Sadly, these are not isolated examples true only in the past tense. This is an ongoing social phenomenon which haunts our lives at every minute.

I have been told throughout my life to be understanding of these people’s actions, “They don’t know any better.” Neither I, nor any one of the 42 million other people with disabilities, can wait for the 200 million nondisabled Americans to become educated to the fact that disability does not negate our entitlement to the same constitutional right as they have.

Just as other civil rights legislation has made previously sanctioned discrimination illegal, so too will the passage of the Americans with Disabilities Act of 1988. Outlaw protectivist, paternalistic, ignorant discrimination against all persons with disabilities.

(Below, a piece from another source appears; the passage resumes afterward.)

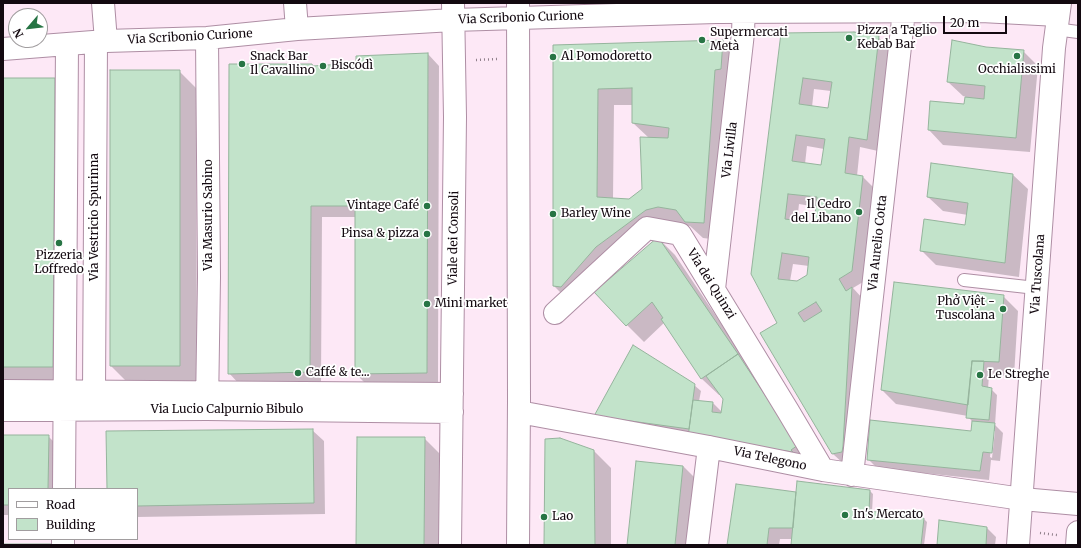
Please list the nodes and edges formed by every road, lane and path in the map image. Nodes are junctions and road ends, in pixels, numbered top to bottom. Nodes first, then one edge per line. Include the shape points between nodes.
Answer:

We, as disabled persons, are here today to insure for the class of disabled Americans the ordinary daily life that nondisabled Americans too often take for granted. The right to ride a bus or a train, the right to any job for which we are qualified, the right to enter any theater, restaurant or public accommodation, the right to purchase a home or rent an apartment, the right to appropriate communication.
Whether you have HIV infection, cancer, heart disease, back problems, Epilepsy, Diabetes, Polio, Muscular Dystrophy, Cerebral Palsy, Multiple Sclerosis, are deaf or blind, discrimination affects all of us the same. Simply put, we are here today to say that people in our society have been raised with prejudicial attitudes that have resulted in extreme discrimination against the 42 million persons with disabilities in the United States.

Discrimination is intolerable. The U.S. Congress is to be commended for its introduction of the Americans with Disabilities Act. The passage of this monumental legislation will make it clear that our government will no longer allow the largest minority group in the United States to be denied equal opportunity. 

You have all heard our testimony today. But you have also been aware of these stories for many years. As elected representatives, you must act without delay to end these reprehensible acts of discrimination. To do any less is immoral.

 

 

Source: Joint Hearing Before the Subcommittee on the Handicapped of the Committee on Labor and Human Resources, United States Senate, and the Subcommittee on Select Education of the Committee on Education and Labor, House of Representatives, One Hundredth Congress, Second Session on S. 2345, September 27, 1988 (Washington, DC: US Government Printing Office, 1989), pp. 74-76.